*** Opening of Data section ***

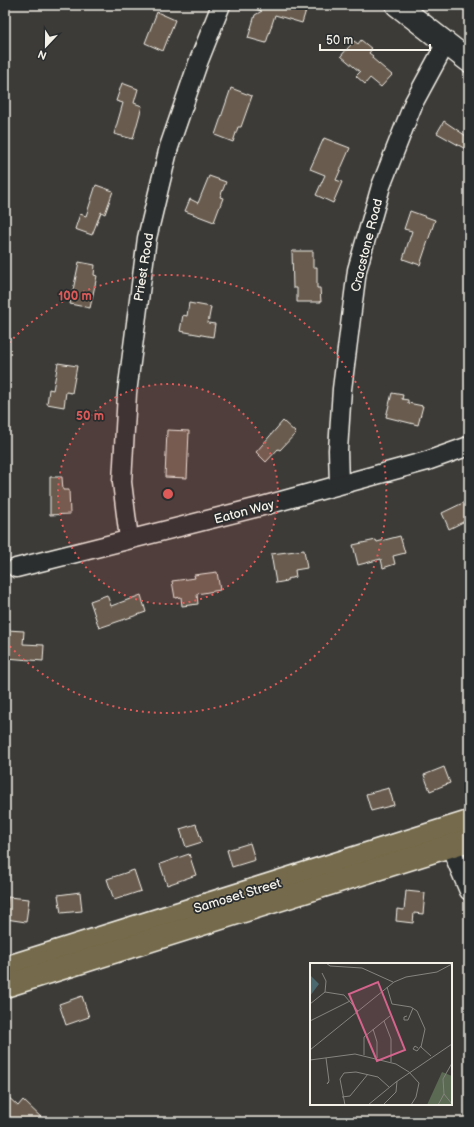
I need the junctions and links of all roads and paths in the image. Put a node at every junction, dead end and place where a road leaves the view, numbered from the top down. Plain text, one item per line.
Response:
1 (221, 5) edge
2 (397, 5) edge
3 (446, 43) junction
4 (469, 61) edge
5 (469, 446) edge
6 (339, 484) junction
7 (128, 539) junction
8 (16, 568) dead end
9 (469, 822) edge
10 (455, 838) edge
11 (469, 891) edge
12 (5, 968) edge
13 (5, 986) edge

1 - 7 street, Priest Road
2 - 3 street
3 - 4 street
3 - 6 street, Cracstone Road
5 - 6 street, Eaton Way
6 - 7 street, Eaton Way
7 - 8 street, Eaton Way
9 - 10 highway, Samoset Street
10 - 11 street
10 - 12 highway, Samoset Street
10 - 13 highway, Samoset Street

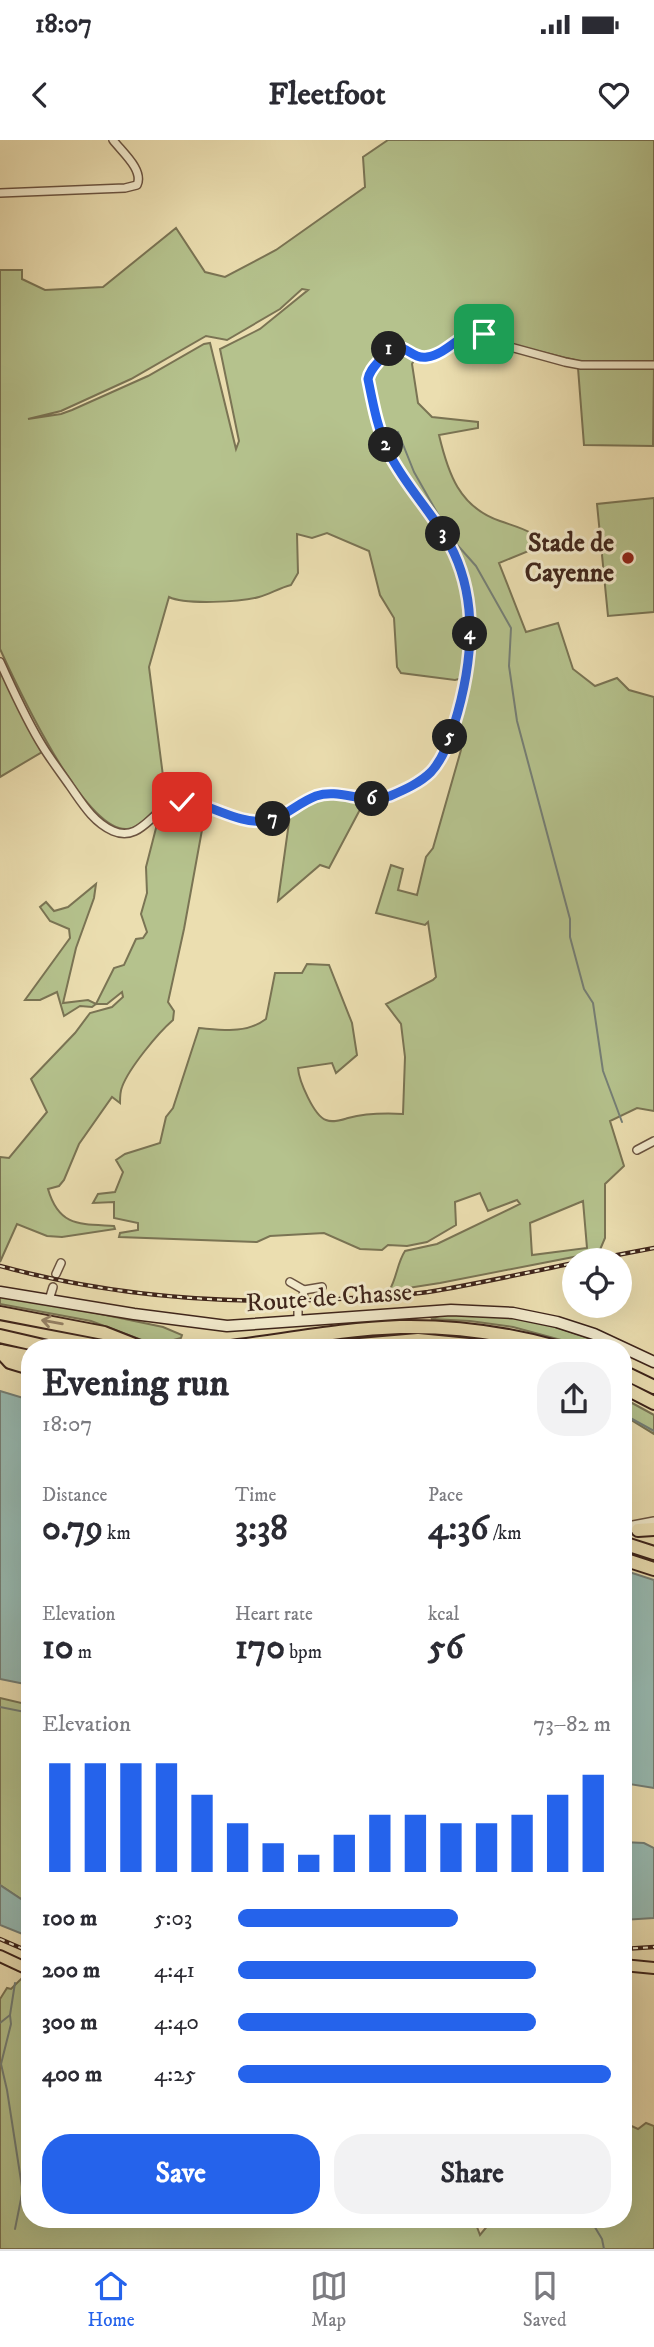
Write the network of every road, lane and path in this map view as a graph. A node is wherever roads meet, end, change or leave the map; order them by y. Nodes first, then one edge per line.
1 (113, 140) edge
2 (0, 194) edge
3 (654, 365) edge
4 (0, 662) edge
5 (654, 1141) edge
6 (638, 1150) dead end
7 (61, 1263) dead end
8 (56, 1274) dead end
9 (290, 1282) dead end
10 (52, 1287) dead end
11 (322, 1287) dead end
12 (0, 1292) edge
13 (49, 1300) junction
14 (0, 1313) edge
15 (0, 1336) edge
16 (119, 1339) edge
17 (289, 1339) edge
18 (523, 1339) edge
19 (605, 1339) edge
20 (21, 1341) edge
21 (0, 1351) edge
22 (632, 1352) edge
23 (21, 1355) edge
24 (654, 1362) edge
25 (21, 1365) edge
26 (632, 1376) edge
27 (654, 1387) edge
28 (632, 1392) edge
29 (654, 1403) edge
30 (654, 1526) edge
31 (632, 1533) edge
32 (632, 1538) edge
33 (632, 1541) edge
34 (654, 1547) edge
35 (654, 1553) edge
36 (632, 1554) edge
37 (654, 1560) edge
38 (632, 1562) edge
39 (654, 1569) edge
40 (0, 1956) edge
41 (21, 1966) edge
42 (632, 1966) edge
43 (654, 1968) edge

1 - 2 street
3 - 4 street
5 - 6 street
7 - 8 street
9 - 11 street
10 - 13 street
12 - 13 main road, Route de Chasse
13 - 19 main road, Route de Chasse
16 -> 14 highway
15 - 20 highway
17 - 18 highway
21 - 23 highway
21 - 25 highway
22 - 24 main road, Route de Chasse
26 - 27 highway
28 - 29 highway
30 - 31 highway
32 - 35 highway
33 - 34 highway
36 - 37 highway
38 - 39 highway
40 - 41 main road
42 - 43 main road

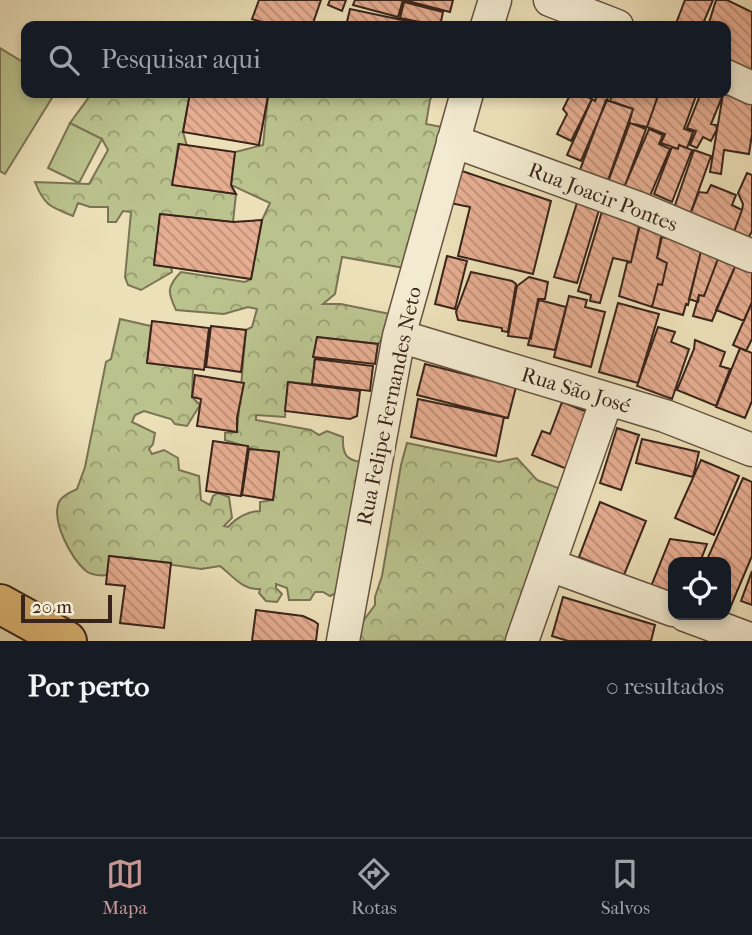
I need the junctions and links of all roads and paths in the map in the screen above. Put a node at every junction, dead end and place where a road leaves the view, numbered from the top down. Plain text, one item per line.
1 (495, 0) edge
2 (550, 0) edge
3 (489, 21) edge
4 (604, 21) edge
5 (731, 78) edge
6 (752, 88) edge
7 (466, 98) edge
8 (453, 141) junction
9 (752, 256) edge
10 (398, 336) junction
11 (607, 399) junction
12 (752, 450) edge
13 (550, 565) junction
14 (0, 604) edge
15 (668, 608) edge
16 (698, 620) edge
17 (752, 640) edge
18 (67, 641) edge
19 (343, 641) edge
20 (522, 641) edge

1 - 3 street
2 - 4 street
5 - 6 street
7 - 8 street, Rua Felipe Fernandes Neto
8 - 9 street, Rua Joacir Pontes
8 - 10 street, Rua Felipe Fernandes Neto
10 - 11 street, Rua São José
10 - 19 street, Rua Felipe Fernandes Neto
11 - 12 street, Rua São José
11 - 13 street
13 - 15 street
13 - 20 street
14 - 18 main road
16 - 17 street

*** Close of Data section ***

Task to carry out: Please restate the whole listing exactly, without any of its pictures.

Solution for this exercise:
I need the junctions and links of all roads and paths in the image. Put a node at every junction, dead end and place where a road leaves the view, numbered from the top down. Plain text, one item per line.
Response:
1 (221, 5) edge
2 (397, 5) edge
3 (446, 43) junction
4 (469, 61) edge
5 (469, 446) edge
6 (339, 484) junction
7 (128, 539) junction
8 (16, 568) dead end
9 (469, 822) edge
10 (455, 838) edge
11 (469, 891) edge
12 (5, 968) edge
13 (5, 986) edge

1 - 7 street, Priest Road
2 - 3 street
3 - 4 street
3 - 6 street, Cracstone Road
5 - 6 street, Eaton Way
6 - 7 street, Eaton Way
7 - 8 street, Eaton Way
9 - 10 highway, Samoset Street
10 - 11 street
10 - 12 highway, Samoset Street
10 - 13 highway, Samoset Street

Write the network of every road, lane and path in this map view as a graph. A node is wherever roads meet, end, change or leave the map; order them by y. Nodes first, then one edge per line.
1 (113, 140) edge
2 (0, 194) edge
3 (654, 365) edge
4 (0, 662) edge
5 (654, 1141) edge
6 (638, 1150) dead end
7 (61, 1263) dead end
8 (56, 1274) dead end
9 (290, 1282) dead end
10 (52, 1287) dead end
11 (322, 1287) dead end
12 (0, 1292) edge
13 (49, 1300) junction
14 (0, 1313) edge
15 (0, 1336) edge
16 (119, 1339) edge
17 (289, 1339) edge
18 (523, 1339) edge
19 (605, 1339) edge
20 (21, 1341) edge
21 (0, 1351) edge
22 (632, 1352) edge
23 (21, 1355) edge
24 (654, 1362) edge
25 (21, 1365) edge
26 (632, 1376) edge
27 (654, 1387) edge
28 (632, 1392) edge
29 (654, 1403) edge
30 (654, 1526) edge
31 (632, 1533) edge
32 (632, 1538) edge
33 (632, 1541) edge
34 (654, 1547) edge
35 (654, 1553) edge
36 (632, 1554) edge
37 (654, 1560) edge
38 (632, 1562) edge
39 (654, 1569) edge
40 (0, 1956) edge
41 (21, 1966) edge
42 (632, 1966) edge
43 (654, 1968) edge

1 - 2 street
3 - 4 street
5 - 6 street
7 - 8 street
9 - 11 street
10 - 13 street
12 - 13 main road, Route de Chasse
13 - 19 main road, Route de Chasse
16 -> 14 highway
15 - 20 highway
17 - 18 highway
21 - 23 highway
21 - 25 highway
22 - 24 main road, Route de Chasse
26 - 27 highway
28 - 29 highway
30 - 31 highway
32 - 35 highway
33 - 34 highway
36 - 37 highway
38 - 39 highway
40 - 41 main road
42 - 43 main road

I need the junctions and links of all roads and paths in the map in the screen above. Put a node at every junction, dead end and place where a road leaves the view, numbered from the top down. Plain text, one item per line.
1 (495, 0) edge
2 (550, 0) edge
3 (489, 21) edge
4 (604, 21) edge
5 (731, 78) edge
6 (752, 88) edge
7 (466, 98) edge
8 (453, 141) junction
9 (752, 256) edge
10 (398, 336) junction
11 (607, 399) junction
12 (752, 450) edge
13 (550, 565) junction
14 (0, 604) edge
15 (668, 608) edge
16 (698, 620) edge
17 (752, 640) edge
18 (67, 641) edge
19 (343, 641) edge
20 (522, 641) edge

1 - 3 street
2 - 4 street
5 - 6 street
7 - 8 street, Rua Felipe Fernandes Neto
8 - 9 street, Rua Joacir Pontes
8 - 10 street, Rua Felipe Fernandes Neto
10 - 11 street, Rua São José
10 - 19 street, Rua Felipe Fernandes Neto
11 - 12 street, Rua São José
11 - 13 street
13 - 15 street
13 - 20 street
14 - 18 main road
16 - 17 street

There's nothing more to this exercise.